Uma nova análise da Organização Mundial da Saúde (OMS) revela que a produção de folha de tabaco continua aumentando na África, enquanto o volume mundial se reduz, o que desperta preocupação por seus efeitos sobre a saúde, os meios de vida dos agricultores, o ambiente natural e o desenvolvimento sustentável.
De acordo com este relatório, embora a produção global de folha de tabaco tenha caído cerca de 19 por cento entre 2012 e 2024, no continente africano aumentou quase 9 por cento. Em 2024, a África produziu mais de 639.000 toneladas de folha de tabaco, e as importações de cigarros na região mais do que dobraram, passando de 833 milhões de dólares (717 milhões de euros) para 1.770 milhões de dólares (1.523 milhões de euros).
Os dados refletem uma tendência de desenvolvimento preocupante: os países africanos exportam cada vez mais folha de tabaco em bruto, enquanto destinam somas crescentes à compra de cigarros já elaborados no exterior.
"Não se trata apenas de um problema de controle do tabaco. É um problema de saúde, comércio, desenvolvimento e meio ambiente", afirma o doutor Vinayak Prasad, diretor da Iniciativa Livre de Tabaco da OMS.
"O cultivo de tabaco expõe os trabalhadores e suas famílias a graves riscos para a saúde, danifica o meio ambiente e pode aprisionar os agricultores em ciclos de endividamento. Ao mesmo tempo, as economias africanas estão gastando mais em cigarros importados que alimentam a adição, as doenças e a morte prematura", acrescenta.
O documento indica que a África concentrou cerca de 11 por cento da produção mundial de folha de tabaco em 2024. A atividade está muito localizada: os cinco principais produtores – Zimbábue, Maláui, Tanzânia, Moçambique e Uganda, nessa ordem – aglutinam a maior parte da colheita de tabaco do continente. Apenas a África Oriental reúne quase 90 por cento da produção africana de folha.
O cultivo de tabaco continua ocupando terras agrícolas, consumindo água e utilizando recursos naturais que poderiam ser direcionados à produção de alimentos e a atividades econômicas mais sustentáveis. Além disso, está associado à degradação dos solos, à exposição a produtos químicos, ao desmatamento e às emissões de gases de efeito estufa derivadas da cura das folhas.
Os agricultores que trabalham com tabaco também enfrentam riscos diretos para sua saúde.

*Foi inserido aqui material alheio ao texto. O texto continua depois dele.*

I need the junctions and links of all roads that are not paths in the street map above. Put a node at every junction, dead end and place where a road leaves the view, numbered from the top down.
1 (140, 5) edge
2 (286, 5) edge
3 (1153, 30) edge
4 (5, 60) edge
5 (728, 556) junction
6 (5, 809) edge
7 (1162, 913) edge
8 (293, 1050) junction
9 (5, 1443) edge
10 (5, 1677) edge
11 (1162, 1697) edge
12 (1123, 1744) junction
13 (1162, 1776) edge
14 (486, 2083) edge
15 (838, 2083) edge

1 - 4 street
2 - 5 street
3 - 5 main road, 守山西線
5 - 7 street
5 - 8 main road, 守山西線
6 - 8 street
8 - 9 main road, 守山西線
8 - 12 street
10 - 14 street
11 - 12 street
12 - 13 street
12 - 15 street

Entre eles se destaca a doença do tabaco verde, provocada pela absorção de nicotina através da pele ao manipular folhas úmidas, além da exposição a pesticidas e ao pó de tabaco. Em determinados países de rendimentos baixos e médios, menores de famílias com poucos recursos deixam de assistir à escola para se incorporar ao trabalho nas plantações de tabaco e assim contribuir com rendimentos para o lar.
A OMS questiona o peso econômico do tabaco
O estudo também coloca em dúvida a ideia de que o tabaco seja um pilar econômico imprescindível para a maioria dos Estados. As exportações de folha de tabaco superam 1 por cento do PIB apenas em um pequeno grupo de economias, entre elas Zimbábue e Maláui. Na maioria dos países, a contribuição econômica da produção e do comércio de tabaco é limitada, enquanto os custos sanitários, sociais e ambientais permanecem muito elevados.
"Os países precisam de apoio para deixar de depender economicamente de um produto que prejudica a saúde, os agricultores e o meio ambiente. Os dados demonstram por que as políticas comerciais e de desenvolvimento devem estar alinhadas com a saúde pública e os objetivos de desenvolvimento sustentável", declara o doutor Prasad.
Nesse contexto, a OMS reclama reforçar a ajuda aos países que tentam diversificar sua estrutura produtiva para reduzir a dependência do tabaco, proteger as comunidades agrícolas, endurecer as políticas de controle do tabaco e aliviar a carga econômica derivada do consumo e do comércio desses produtos.